Ghost on the Steppe by Cecelia Holland

Author:Cecelia Holland [Holland, Cecelia]
Language: eng
Format: epub
Tags: Historical
Publisher: Endeavour Press


Chapter Seven

BY NOON OF the next day, both Djela and Makko were itching with boredom. Achad had left before they woke up, and there was nothing to do. They told each other stories for a while, but since all they knew were the ones Psin told, it wasn’t much fun. Neither of them could remember the right words, and it all sounded much different than in the big yurt. Besides, it reminded them of home too much.

Finally they started searching for things to do. They cleaned out the horse pens, a terrible, dirty job, and mended harness and even sewed up little rents in their coats. Djela steamed some grain for lunch, while Makko prowled around the yurt, scowling and spitting.

“Let’s go hunting,” he said. “Surely we need meat.”

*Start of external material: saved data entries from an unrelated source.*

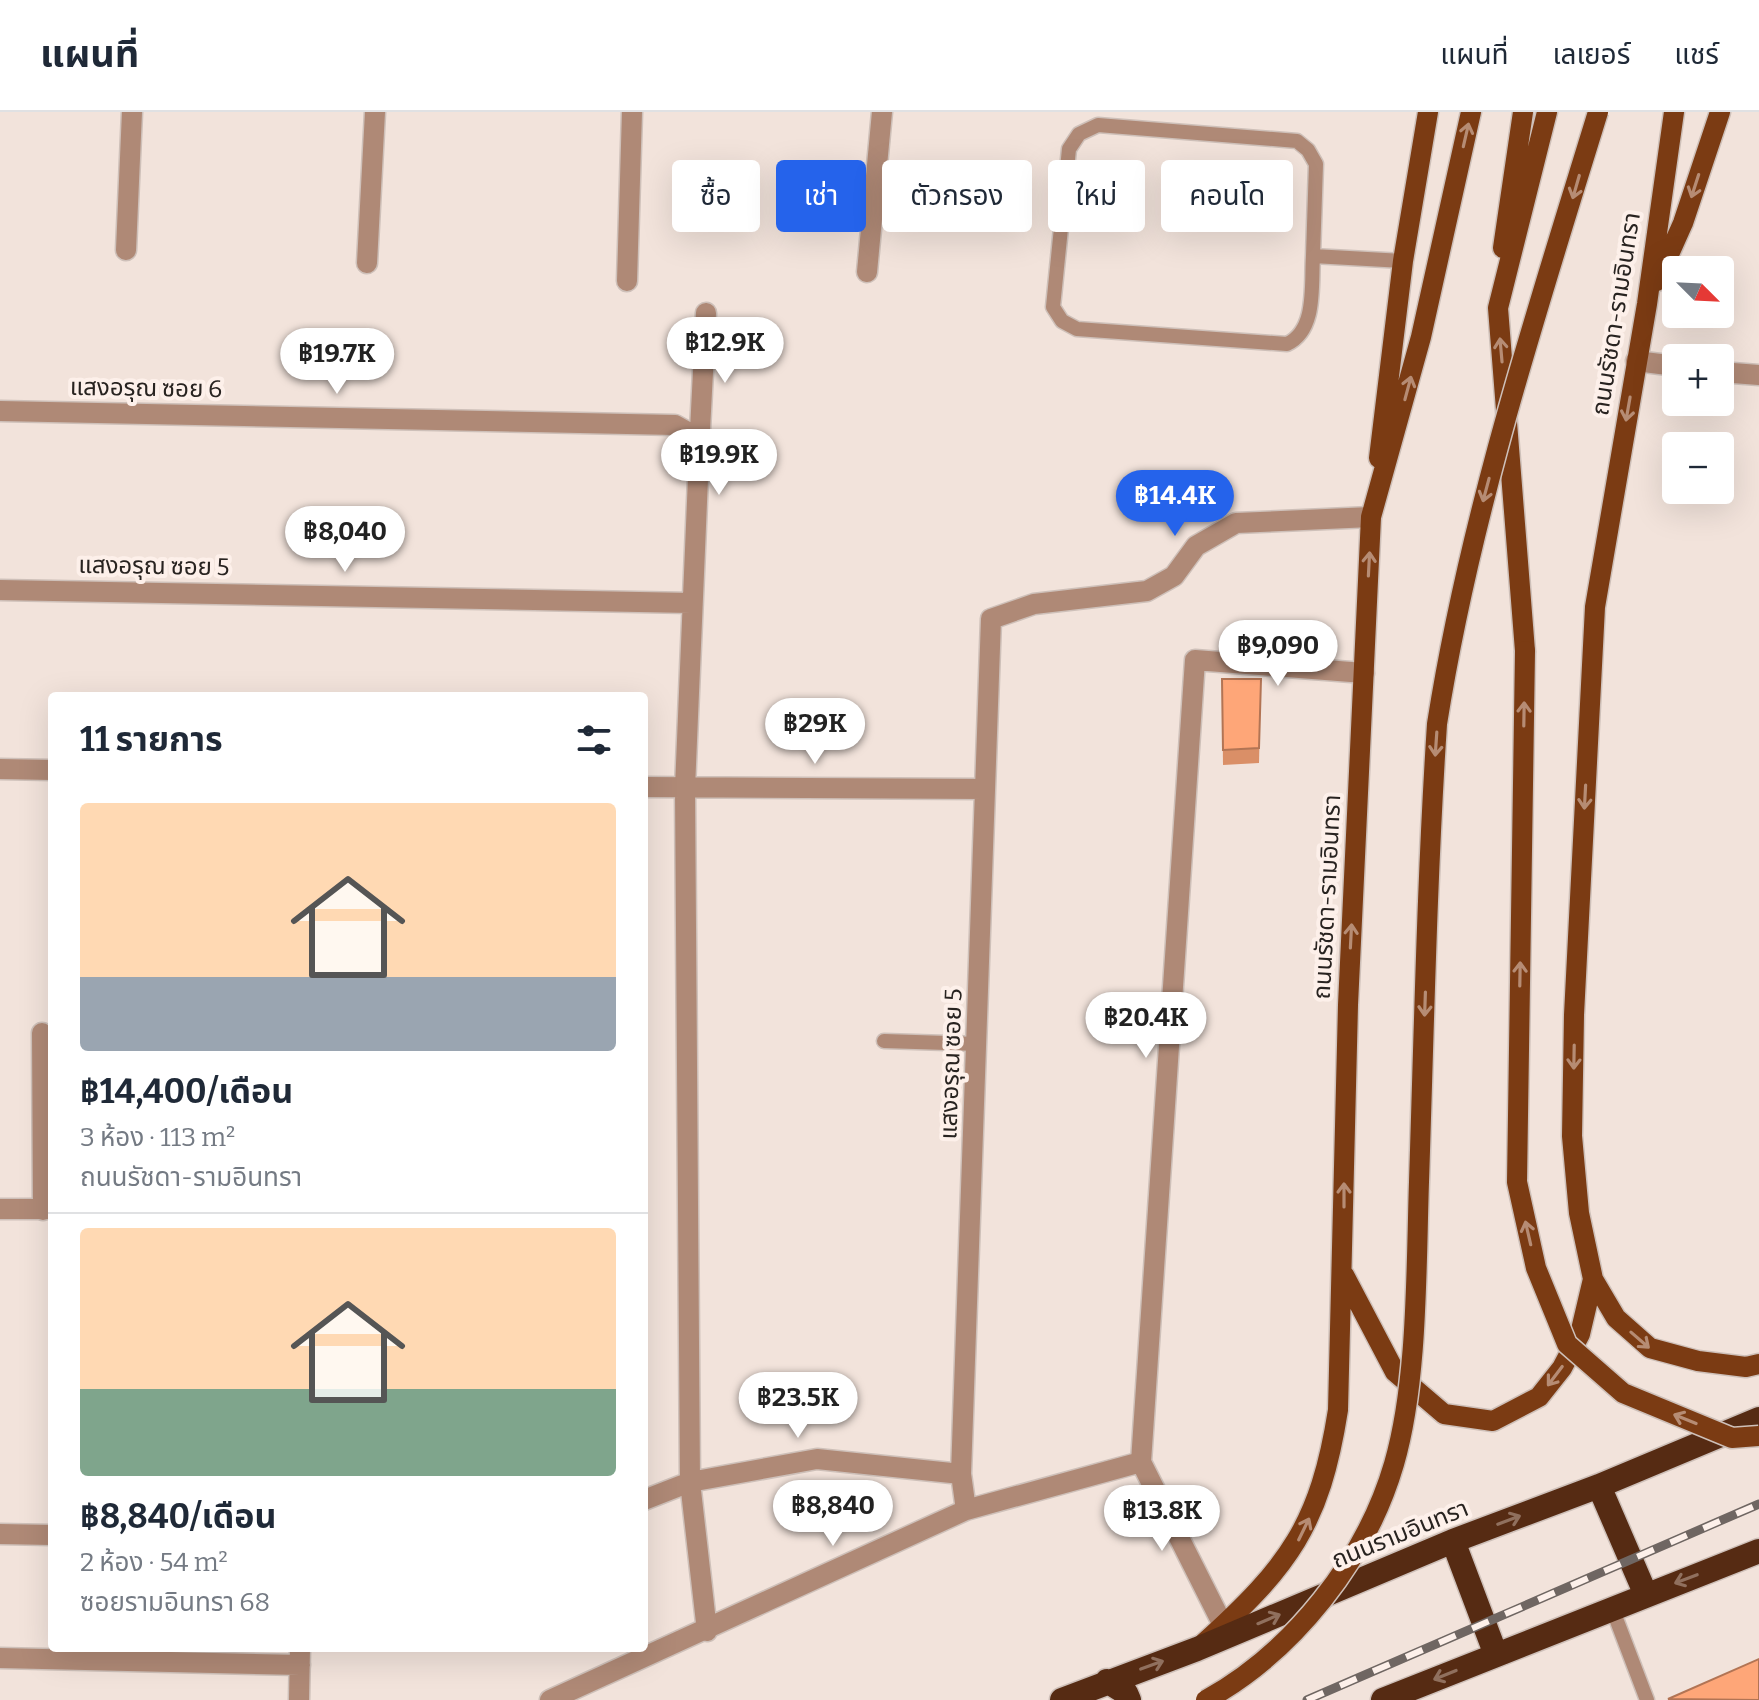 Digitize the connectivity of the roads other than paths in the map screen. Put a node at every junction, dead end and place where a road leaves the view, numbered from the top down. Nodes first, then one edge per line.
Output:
1 (132, 112) edge
2 (375, 112) edge
3 (632, 112) edge
4 (882, 112) edge
5 (1428, 112) edge
6 (1471, 112) edge
7 (1523, 112) edge
8 (1547, 112) edge
9 (1598, 112) edge
10 (1674, 112) edge
11 (1720, 112) edge
12 (126, 250) dead end
13 (1313, 256) junction
14 (1403, 261) junction
15 (367, 263) dead end
16 (867, 272) dead end
17 (627, 281) dead end
18 (1647, 304) junction
19 (1498, 308) junction
20 (706, 313) dead end
21 (1636, 361) junction
22 (1662, 364) edge
23 (1734, 373) edge
24 (1759, 375) edge
25 (0, 411) edge
26 (699, 454) junction
27 (1371, 517) junction
28 (0, 590) edge
29 (691, 603) junction
30 (1364, 673) junction
31 (0, 769) edge
32 (48, 770) edge
33 (648, 787) edge
34 (685, 788) junction
35 (985, 789) junction
36 (42, 1033) dead end
37 (884, 1041) dead end
38 (978, 1044) junction
39 (0, 1209) edge
40 (47, 1209) edge
41 (1343, 1273) junction
42 (1593, 1279) junction
43 (1759, 1364) edge
44 (1759, 1419) edge
45 (1759, 1436) edge
46 (1141, 1462) junction
47 (961, 1474) junction
48 (690, 1482) junction
49 (1599, 1486) junction
50 (648, 1498) edge
51 (966, 1510) junction
52 (0, 1534) edge
53 (48, 1535) edge
54 (1453, 1541) junction
55 (1758, 1554) edge
56 (1646, 1595) junction
57 (1612, 1608) junction
58 (1223, 1625) junction
59 (707, 1631) junction
60 (1197, 1649) junction
61 (1496, 1655) junction
62 (300, 1657) edge
63 (0, 1658) edge
64 (1107, 1681) junction
65 (299, 1700) edge
66 (550, 1700) edge
67 (1062, 1700) edge
68 (1129, 1700) edge
69 (1206, 1700) edge
70 (1383, 1700) edge
71 (1647, 1700) edge

1 - 12 street
2 - 15 street
3 - 17 street
4 - 16 street
5 - 14 main road
27 -> 6 main road, ถนนรัชดา-รามอินทรา
7 - 19 main road
8 - 19 main road
9 -> 69 main road, bridge
10 - 18 main road, ถนนรัชดา-รามอินทรา
11 -> 18 main road
13 - 13 lane
13 - 14 lane
14 - 27 main road
18 - 21 main road, ถนนรัชดา-รามอินทรา
45 -> 19 main road, bridge
20 - 26 street
21 - 22 street
21 -> 42 main road, ถนนรัชดา-รามอินทรา
23 - 24 street
25 - 26 street, แสงอรุณ ซอย 6
26 - 29 street
30 -> 27 main road, ถนนรัชดา-รามอินทรา
27 - 35 street, แสงอรุณ ซอย 5
28 - 29 street, แสงอรุณ ซอย 5
29 - 34 street
41 -> 30 main road, ถนนรัชดา-รามอินทรา
30 - 46 street
31 - 32 street
33 - 34 street
34 - 35 street
34 - 48 street
35 - 38 street, แสงอรุณ ซอย 5
36 - 40 street
37 - 38 lane
38 - 47 street, แสงอรุณ ซอย 5
39 - 40 street
42 -> 41 main road
58 -> 41 main road, ถนนรัชดา-รามอินทรา
42 -> 43 main road, ถนนรัชดา-รามอินทรา
44 - 49 highway, ถนนรามอินทรา
46 - 51 street
46 - 58 street
47 - 48 street
47 - 51 street, แสงอรุณ ซอย 5
48 - 50 street
48 - 59 street
54 -> 49 highway, ถนนรามอินทรา
49 - 56 highway
51 - 59 street
52 - 53 street
60 -> 54 highway, ถนนรามอินทรา
54 - 61 highway
55 -> 56 highway
56 - 57 highway
57 - 61 highway
57 - 71 lane
58 - 60 main road, ถนนรัชดา-รามอินทรา
59 - 66 street
64 -> 60 highway, ถนนรามอินทรา
61 -> 70 highway
62 - 63 street
62 - 65 street
64 - 67 highway, ถนนรามอินทรา
64 - 68 highway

“I’m not sure we should leave the camp,” Djela said doubtfully.

“Don’t be silly. There’s nobody here — there’s nothing to do. Let’s go.” Makko was already checking his bow.

“Oh, all right. I don’t know why you’re doing that, you never shoot at anything.”

They saddled horses and rode out to a spring due west of the camp, their bows ready, the sound of the forest in their ears. It bothered Djela that they’d left the station, but he decided that it really wasn’t terribly important to have someone there all the time, or Achad wouldn’t have left two green boys alone in it.

The spring lay in a deep gulley; Djela had hunted there before, and he knew when the antelope and wild horses came down to drink. The high banks of the gulley left only a narrow trail by which the animals could approach the water. Small carp swam quietly in the depths of the pool, and a fat lizard stared glumly at them from an overhanging rock. Makko dozed off, his bow across his knees, shortly after they’d tethered the horses on the rim of the bank and sat down beside the spring.

Djela thought about the stories Achad had told him. He shut his eyes and made up a story, of which he was the hero; he stormed a city and walked his horse down a street flooded with jewels as big as his fist, and the Kha-Khan called him Djela Bahadur and gave him his own division to command; he wore a brocaded coat and leather armor lacquered red and black and sewn with metal plates, like his grandfather’s. He had ten Arghun bows, each with a thousand arrows, and people cheered him in the streets of Karakorum.

Suddenly he remembered his uncles, Tulugai and Kinsit. Maybe they had daydreamed, like him, and seen themselves in brocaded coats and leather armor. He shivered. The feeling swept over him that he was doing something countless other boys had done before, that while he made up stories in the sun the ghosts of countless boys crowded around him and tried to tell him it was all wrong.

He thought, I am a coward.

Tshant wasn’t afraid of dying. Nor Psin — how could they be, they had lived through all the wars and battles.